Greenwashing lautet hier das Stichwort – der Versuch von Firmen, sich umweltfreundlicher darzustellen, als sie es sind. «Es wird viel mit Begriffen und Wörtern gespielt. Der Begriff PET impliziert bei vielen Leuten bereits, dass es sich um ein recyceltes Produkt handelt, obwohl das so nicht immer der Fall ist», veranschaulicht Schoch. So gebe es etwa Akustikhersteller, die Pre-Consumer-Flaschen zur Produktion verwenden – sprich, PET-Flaschen, die sich gar nie im Marktumlauf befunden haben, bevor sie zum Akustikprodukt verwertet werden. In diesem Fall ist Recycling also nicht gleich Nachhaltigkeit, obwohl es den Anschein erwecken kann.

Von Innenarchitektur zu Klimaschutz

Warum gerade Akustik und Bürodesign für das Konzept des Unternehmens gewählt wurden, lässt sich durch die Vergangenheit der beiden Gründer erklären. So verbrachten sie einen grossen Teil ihres Lebens in der asiatischen und europäischen Architektur- und Designbranche, wo das Thema Akustik und recyceltes PET in der Akustikverwendung oftmals aufkam. Mit Büroplanung setzte sich Jeffrey Ibañez als Innenarchitekt davor bereits regelmässig auseinander – bis er sich mit seinem Partner 2019 dazu entschied, ein Unternehmen zu gründen, «das wirklich etwas bewirken kann», wie es Impact Acoustic auf seiner Website formuliert.

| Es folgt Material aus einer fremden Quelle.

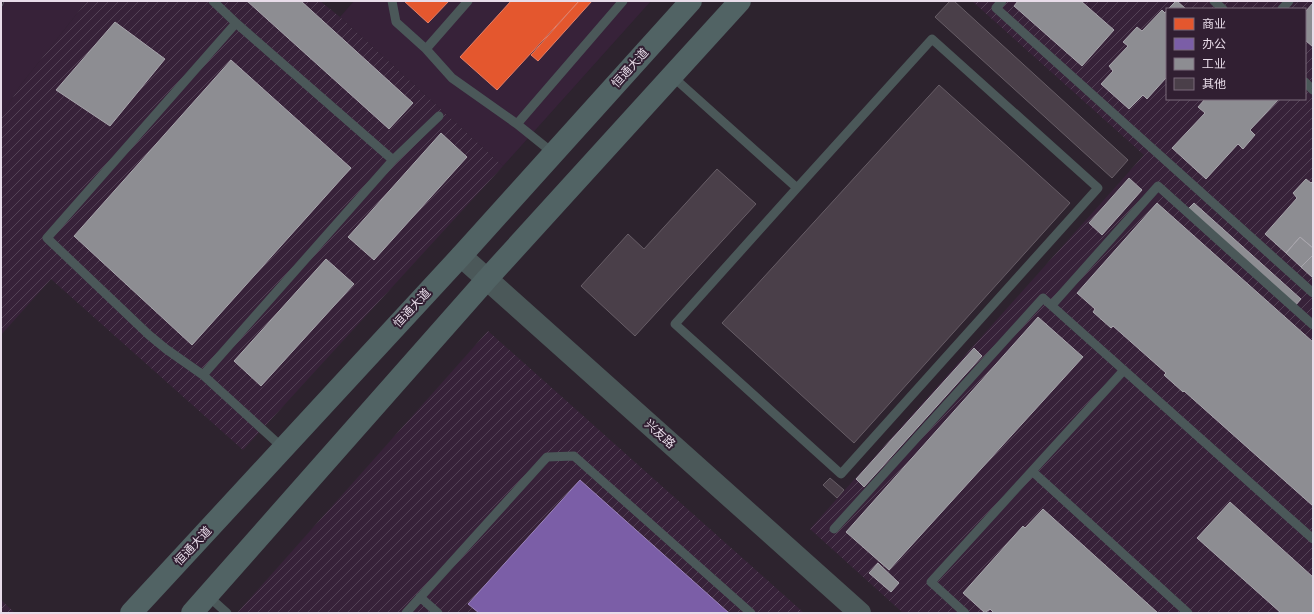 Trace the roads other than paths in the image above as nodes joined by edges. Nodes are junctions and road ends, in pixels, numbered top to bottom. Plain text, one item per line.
1 (213, 1) edge
2 (392, 1) edge
3 (468, 1) edge
4 (623, 1) edge
5 (691, 1) edge
6 (740, 1) edge
7 (1002, 1) edge
8 (1214, 1) edge
9 (1222, 8) edge
10 (236, 24) junction
11 (426, 49) junction
12 (672, 76) junction
13 (439, 116) dead end
14 (517, 124) junction
15 (553, 153) junction
16 (393, 160) junction
17 (797, 188) junction
18 (460, 256) junction
19 (487, 279) junction
20 (1313, 293) edge
21 (1052, 305) junction
22 (1313, 325) edge
23 (1124, 370) junction
24 (203, 375) junction
25 (283, 448) junction
26 (1032, 471) junction
27 (834, 529) dead end
28 (1313, 539) edge
29 (207, 595) junction
30 (420, 597) junction
31 (131, 613) edge
32 (192, 613) edge
33 (227, 613) edge
34 (406, 613) edge
35 (438, 613) edge
36 (750, 613) edge
37 (860, 613) edge
38 (965, 613) edge
39 (1188, 613) edge

1 - 10 lane
2 - 11 lane
3 - 11 lane
4 - 14 lane
5 - 15 main road, 恒通大道
6 - 12 main road
7 - 20 lane
8 - 9 lane
10 - 16 lane
10 - 24 lane
11 - 14 lane
12 - 17 lane
12 - 19 main road
13 - 16 lane
14 - 15 lane
15 - 18 main road, 恒通大道
16 - 24 lane
17 - 17 lane
18 - 19 street, 兴友路
18 - 25 main road, 恒通大道
19 - 29 main road
19 - 37 street, 兴友路
21 - 22 lane
21 - 23 lane
21 - 27 lane
23 - 26 lane
23 - 28 lane
24 - 25 lane
25 - 31 main road, 恒通大道
26 - 38 lane
26 - 39 lane
29 - 32 main road
29 - 33 lane
30 - 34 lane
30 - 35 lane
30 - 36 lane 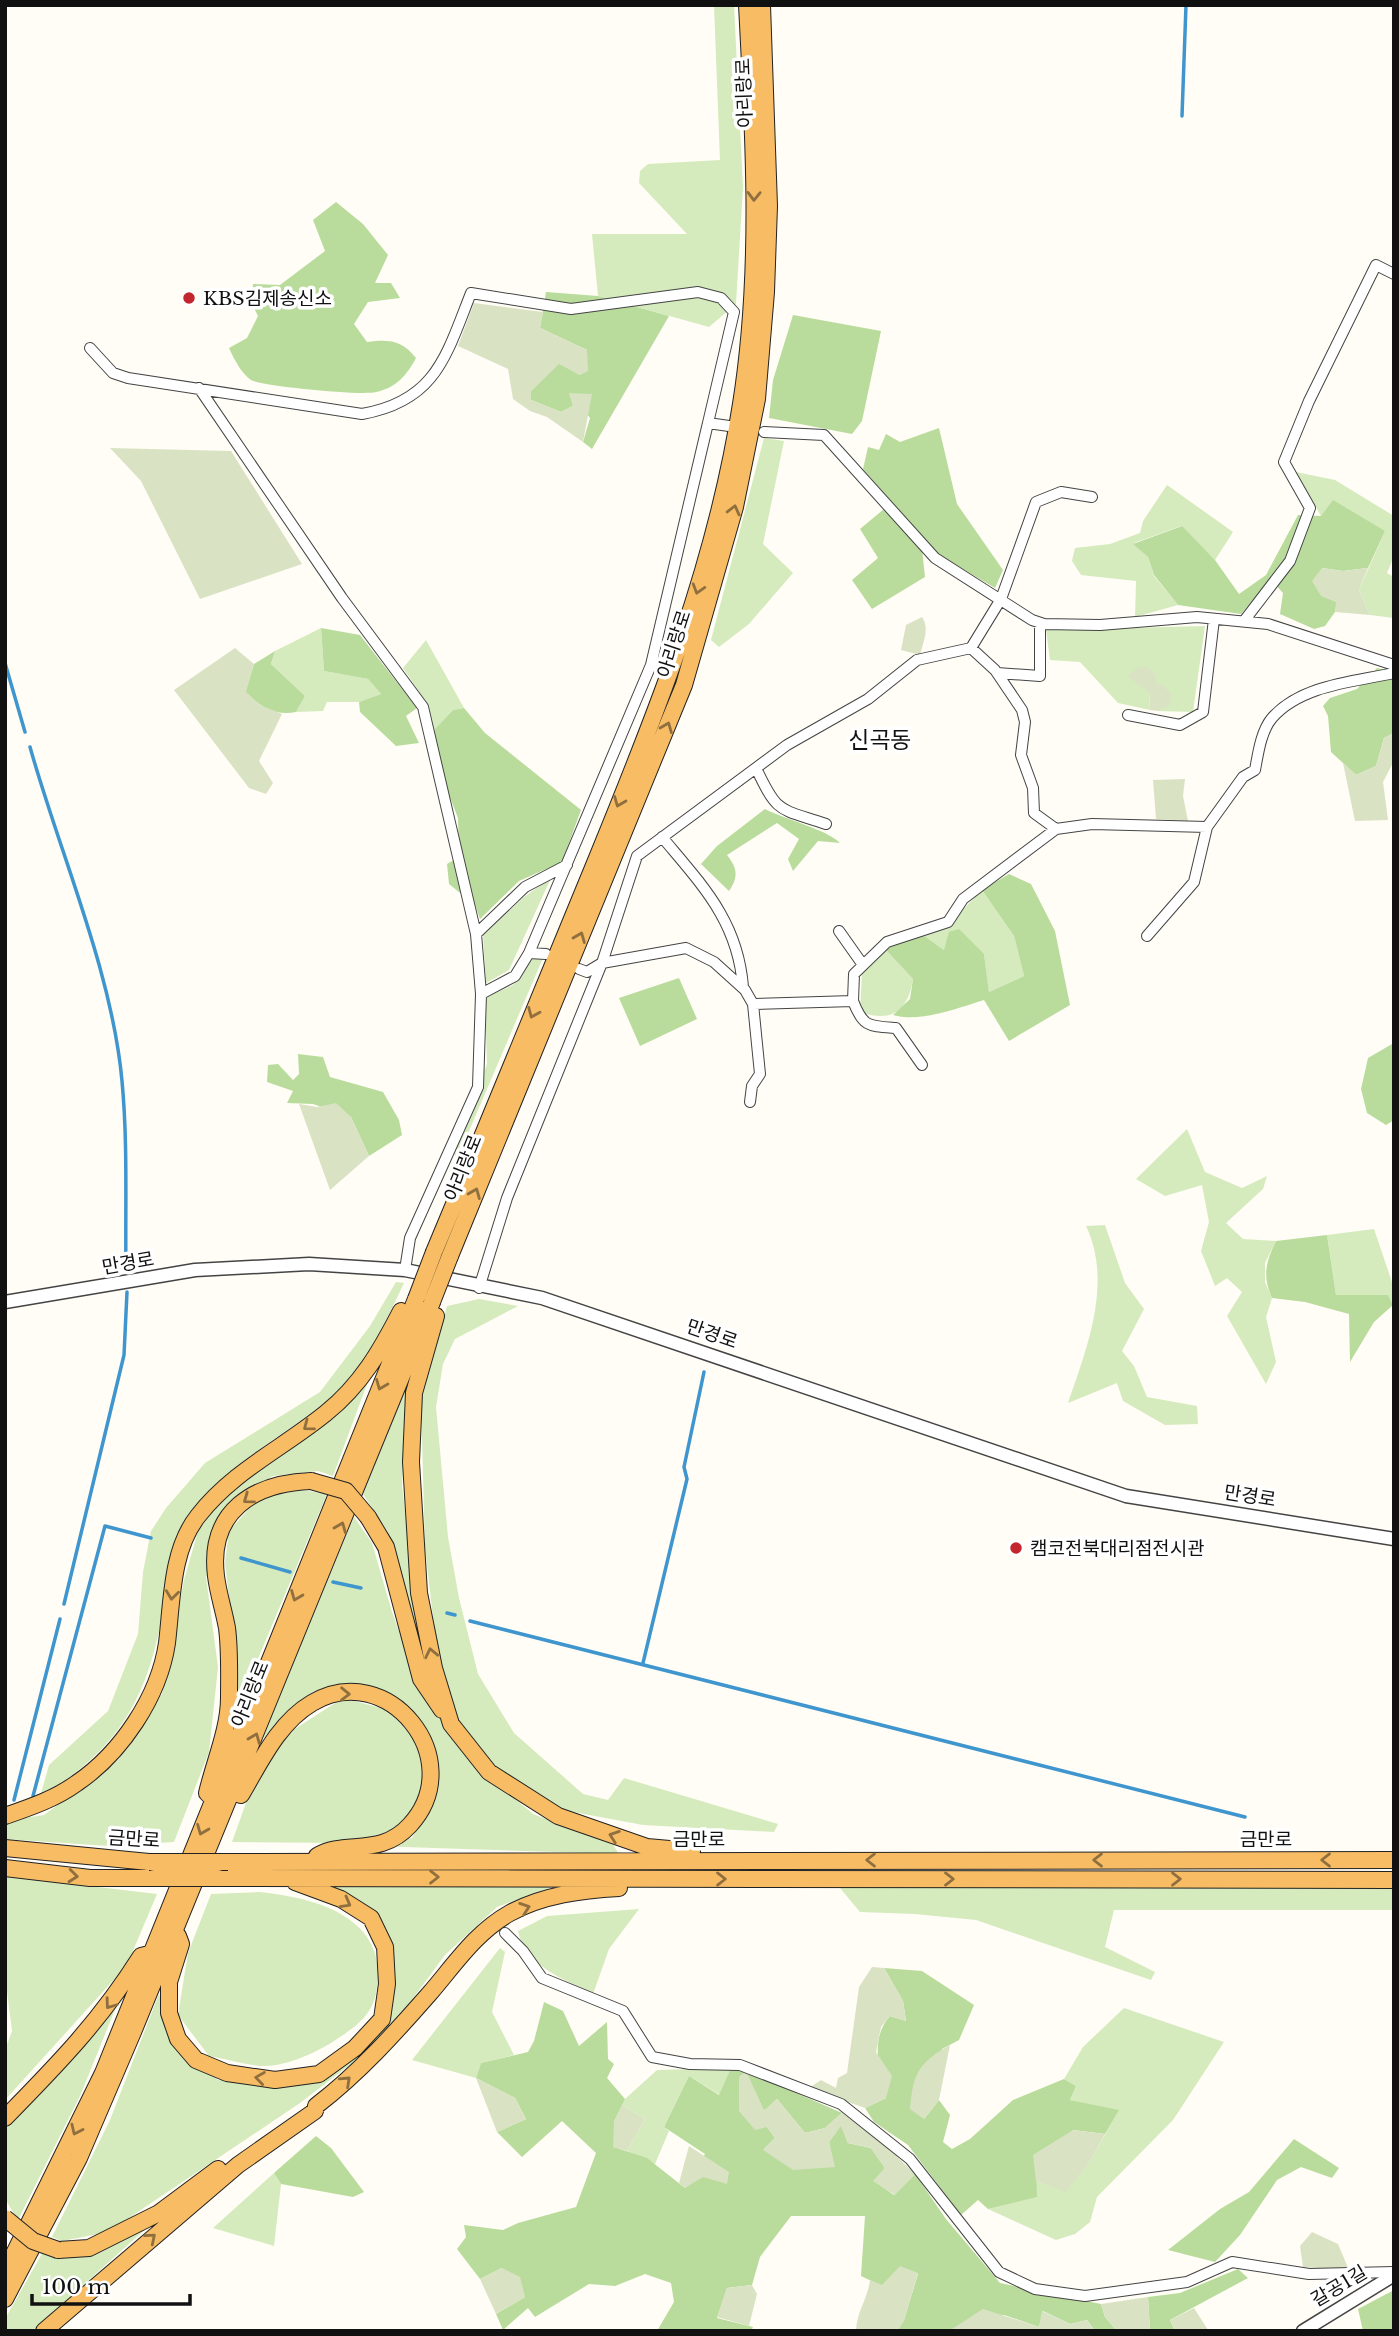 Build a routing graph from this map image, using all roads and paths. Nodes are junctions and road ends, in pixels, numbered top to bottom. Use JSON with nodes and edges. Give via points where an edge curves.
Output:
{"nodes":[{"id":1,"x":747,"y":5,"type":"edge"},
{"id":2,"x":761,"y":5,"type":"edge"},
{"id":3,"x":1394,"y":274,"type":"edge"},
{"id":4,"x":90,"y":348,"type":"dead end"},
{"id":5,"x":198,"y":388,"type":"junction"},
{"id":6,"x":708,"y":423,"type":"junction"},
{"id":7,"x":729,"y":426,"type":"dead end"},
{"id":8,"x":764,"y":432,"type":"dead end"},
{"id":9,"x":1092,"y":497,"type":"dead end"},
{"id":10,"x":1001,"y":599,"type":"junction"},
{"id":11,"x":1214,"y":618,"type":"junction"},
{"id":12,"x":1244,"y":621,"type":"junction"},
{"id":13,"x":1040,"y":622,"type":"junction"},
{"id":14,"x":971,"y":648,"type":"junction"},
{"id":15,"x":1394,"y":664,"type":"edge"},
{"id":16,"x":997,"y":673,"type":"junction"},
{"id":17,"x":1394,"y":673,"type":"edge"},
{"id":18,"x":1128,"y":715,"type":"dead end"},
{"id":19,"x":756,"y":768,"type":"junction"},
{"id":20,"x":826,"y":824,"type":"dead end"},
{"id":21,"x":1207,"y":827,"type":"junction"},
{"id":22,"x":1056,"y":829,"type":"junction"},
{"id":23,"x":662,"y":837,"type":"junction"},
{"id":24,"x":567,"y":865,"type":"junction"},
{"id":25,"x":839,"y":932,"type":"dead end"},
{"id":26,"x":476,"y":934,"type":"junction"},
{"id":27,"x":1147,"y":936,"type":"dead end"},
{"id":28,"x":529,"y":953,"type":"junction"},
{"id":29,"x":546,"y":954,"type":"dead end"},
{"id":30,"x":602,"y":963,"type":"junction"},
{"id":31,"x":863,"y":965,"type":"junction"},
{"id":32,"x":579,"y":969,"type":"dead end"},
{"id":33,"x":743,"y":988,"type":"junction"},
{"id":34,"x":481,"y":994,"type":"junction"},
{"id":35,"x":853,"y":1001,"type":"junction"},
{"id":36,"x":753,"y":1004,"type":"junction"},
{"id":37,"x":922,"y":1065,"type":"dead end"},
{"id":38,"x":750,"y":1102,"type":"dead end"},
{"id":39,"x":442,"y":1254,"type":"junction"},
{"id":40,"x":405,"y":1270,"type":"junction"},
{"id":41,"x":480,"y":1288,"type":"junction"},
{"id":42,"x":5,"y":1302,"type":"edge"},
{"id":43,"x":423,"y":1303,"type":"junction"},
{"id":44,"x":1394,"y":1539,"type":"edge"},
{"id":45,"x":451,"y":1724,"type":"junction"},
{"id":46,"x":221,"y":1800,"type":"junction"},
{"id":47,"x":5,"y":1816,"type":"edge"},
{"id":48,"x":5,"y":1848,"type":"edge"},
{"id":49,"x":724,"y":1860,"type":"junction"},
{"id":50,"x":1394,"y":1860,"type":"edge"},
{"id":51,"x":315,"y":1863,"type":"junction"},
{"id":52,"x":5,"y":1868,"type":"edge"},
{"id":53,"x":151,"y":1870,"type":"junction"},
{"id":54,"x":283,"y":1878,"type":"junction"},
{"id":55,"x":653,"y":1879,"type":"junction"},
{"id":56,"x":1394,"y":1880,"type":"edge"},
{"id":57,"x":176,"y":1931,"type":"junction"},
{"id":58,"x":505,"y":1933,"type":"dead end"},
{"id":59,"x":152,"y":1953,"type":"junction"},
{"id":60,"x":316,"y":2106,"type":"junction"},
{"id":61,"x":5,"y":2118,"type":"edge"},
{"id":62,"x":5,"y":2218,"type":"edge"},
{"id":63,"x":5,"y":2272,"type":"edge"},
{"id":64,"x":1394,"y":2274,"type":"edge"},
{"id":65,"x":5,"y":2299,"type":"edge"},
{"id":66,"x":44,"y":2331,"type":"edge"},
{"id":67,"x":1303,"y":2331,"type":"edge"}],
"edges":[{"from":1,"to":39,"type":"highway","name":"아리랑로","one_way":true,"via":[[755,145],[752,298],[741,403],[725,489],[669,681]]},
{"from":39,"to":2,"type":"highway","name":"아리랑로","one_way":true,"via":[[684,685],[735,508],[757,398],[766,292],[769,206]]},
{"from":3,"to":12,"type":"street","via":[[1376,265],[1309,401],[1284,462],[1310,509],[1290,561]]},
{"from":4,"to":5,"type":"street","via":[[120,376]]},
{"from":5,"to":6,"type":"street","via":[[362,414],[391,409],[414,396],[432,378],[471,293],[572,309],[698,292],[721,298],[734,312]]},
{"from":5,"to":26,"type":"street","via":[[423,707]]},
{"from":6,"to":7,"type":"street"},
{"from":6,"to":24,"type":"street","via":[[651,665]]},
{"from":8,"to":10,"type":"street","via":[[824,435],[936,558]]},
{"from":9,"to":10,"type":"street","via":[[1061,492],[1036,502]]},
{"from":10,"to":13,"type":"street"},
{"from":10,"to":14,"type":"street"},
{"from":11,"to":12,"type":"street"},
{"from":11,"to":13,"type":"street","via":[[1100,625]]},
{"from":11,"to":18,"type":"street","via":[[1203,712],[1180,724]]},
{"from":12,"to":15,"type":"street","via":[[1268,624]]},
{"from":13,"to":16,"type":"street","via":[[1040,676]]},
{"from":14,"to":16,"type":"street"},
{"from":14,"to":19,"type":"street","via":[[917,660],[868,699]]},
{"from":16,"to":22,"type":"street","via":[[1022,710],[1021,755],[1033,788],[1034,813]]},
{"from":17,"to":21,"type":"street","via":[[1311,691],[1272,719],[1255,770],[1244,777]]},
{"from":19,"to":20,"type":"street","via":[[772,802]]},
{"from":19,"to":23,"type":"street"},
{"from":21,"to":22,"type":"street","via":[[1092,824]]},
{"from":21,"to":27,"type":"street","via":[[1194,882]]},
{"from":22,"to":31,"type":"street","via":[[963,898],[948,922],[887,942]]},
{"from":23,"to":30,"type":"street","via":[[636,856]]},
{"from":23,"to":33,"type":"street","via":[[718,905],[741,969]]},
{"from":24,"to":26,"type":"street","via":[[525,887]]},
{"from":24,"to":28,"type":"street"},
{"from":25,"to":31,"type":"street"},
{"from":26,"to":34,"type":"street"},
{"from":28,"to":29,"type":"street"},
{"from":28,"to":34,"type":"street","via":[[516,976]]},
{"from":30,"to":32,"type":"street","via":[[587,972]]},
{"from":30,"to":33,"type":"street","via":[[687,948],[714,962]]},
{"from":30,"to":41,"type":"street","via":[[507,1198]]},
{"from":31,"to":35,"type":"street","via":[[854,974]]},
{"from":33,"to":36,"type":"street"},
{"from":34,"to":40,"type":"street","via":[[478,1087],[410,1238]]},
{"from":35,"to":36,"type":"street"},
{"from":35,"to":37,"type":"street","via":[[860,1020],[896,1028]]},
{"from":36,"to":38,"type":"street","via":[[760,1074]]},
{"from":39,"to":43,"type":"highway","name":"아리랑로","bridge":true},
{"from":40,"to":41,"type":"street","name":"만경로"},
{"from":40,"to":42,"type":"street","name":"만경로","via":[[309,1264],[195,1270]]},
{"from":41,"to":44,"type":"street","name":"만경로","via":[[542,1298],[580,1310],[1126,1496]]},
{"from":45,"to":43,"type":"highway","one_way":true,"via":[[419,1593],[411,1462],[414,1393],[437,1313]]},
{"from":43,"to":46,"type":"highway","name":"아리랑로"},
{"from":43,"to":47,"type":"highway","one_way":true,"via":[[404,1305],[361,1380],[328,1411],[231,1479],[197,1518],[175,1576],[166,1647],[146,1704],[105,1759],[48,1801]]},
{"from":45,"to":46,"type":"highway","one_way":true,"bridge":true,"via":[[421,1679],[386,1548],[368,1517],[346,1491],[312,1480],[275,1483],[242,1501],[227,1517],[217,1545],[229,1702],[207,1793]]},
{"from":49,"to":45,"type":"highway","one_way":true,"via":[[723,1854],[647,1847],[558,1816],[489,1772]]},
{"from":46,"to":51,"type":"highway","one_way":true,"via":[[241,1795],[263,1754],[294,1716],[312,1703],[333,1693],[371,1694],[399,1709],[414,1723],[428,1752],[432,1771],[425,1801],[409,1826],[384,1844],[318,1854]]},
{"from":46,"to":57,"type":"highway","name":"아리랑로"},
{"from":46,"to":59,"type":"highway","name":"아리랑로","one_way":true},
{"from":48,"to":53,"type":"highway","name":"금만로"},
{"from":50,"to":49,"type":"highway","name":"금만로","one_way":true},
{"from":49,"to":51,"type":"highway","name":"금만로"},
{"from":51,"to":53,"type":"highway","name":"금만로","bridge":true,"via":[[228,1861]]},
{"from":52,"to":53,"type":"highway","name":"금만로","one_way":true,"via":[[90,1878]]},
{"from":53,"to":54,"type":"highway","name":"금만로","bridge":true,"via":[[218,1878]]},
{"from":54,"to":55,"type":"highway","name":"금만로","one_way":true},
{"from":54,"to":57,"type":"highway","one_way":true,"via":[[341,1899],[371,1918],[385,1947],[387,1984],[382,2019],[355,2048],[319,2074],[275,2080],[227,2073],[196,2060],[178,2039],[169,2013],[169,1982],[181,1944]]},
{"from":55,"to":56,"type":"highway","name":"금만로","one_way":true},
{"from":60,"to":55,"type":"highway","one_way":true,"via":[[392,2037],[469,1944],[510,1913],[574,1891],[652,1886]]},
{"from":57,"to":65,"type":"highway","name":"아리랑로","via":[[79,2158]]},
{"from":58,"to":64,"type":"street","via":[[542,1978],[623,2011],[652,2057],[690,2064],[740,2065],[841,2104],[910,2159],[999,2272],[1035,2289],[1085,2296],[1188,2282],[1232,2262],[1309,2274]]},
{"from":59,"to":61,"type":"highway","one_way":true,"via":[[141,1956],[89,2031]]},
{"from":59,"to":63,"type":"highway","name":"아리랑로","one_way":true,"via":[[103,2073]]},
{"from":60,"to":62,"type":"highway","bridge":true,"via":[[159,2213],[89,2248],[58,2250],[33,2241]]},
{"from":66,"to":60,"type":"highway","one_way":true,"via":[[238,2165],[314,2112]]},
{"from":64,"to":67,"type":"street","name":"갈공1길"}]}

Vier Jahre später und mit über 100 Mitarbeitenden kann das Unternehmen mittlerweile auf eine ertragreiche Geschichte zurückblicken. Ihre Produkte befinden sich inzwischen vielerorts: In Büros grosser Unternehmen wie Amazon und Microsoft, aber auch in Restaurants, zahlreichen kleineren und grösseren Büros, Hotels und natürlich ist Akustik bei Neubauten heutzutage ohnehin ein zentrales Thema. Ihre Mission ist allerdings noch längst nicht erfüllt: «Es wird immer so viel Plastik zu verwerten geben, darunter wird die Welt noch ewig leiden. Wir sind noch lange nicht auf einem guten Weg, um sagen zu können, dass die Welt plastikfrei wird», so Schoch. Der Kampf gegen die Umweltverschmutzung durch Plastik wird also noch lange andauern und so hat auch die Geschichte von Impact Acoustic vermutlich erst richtig begonnen.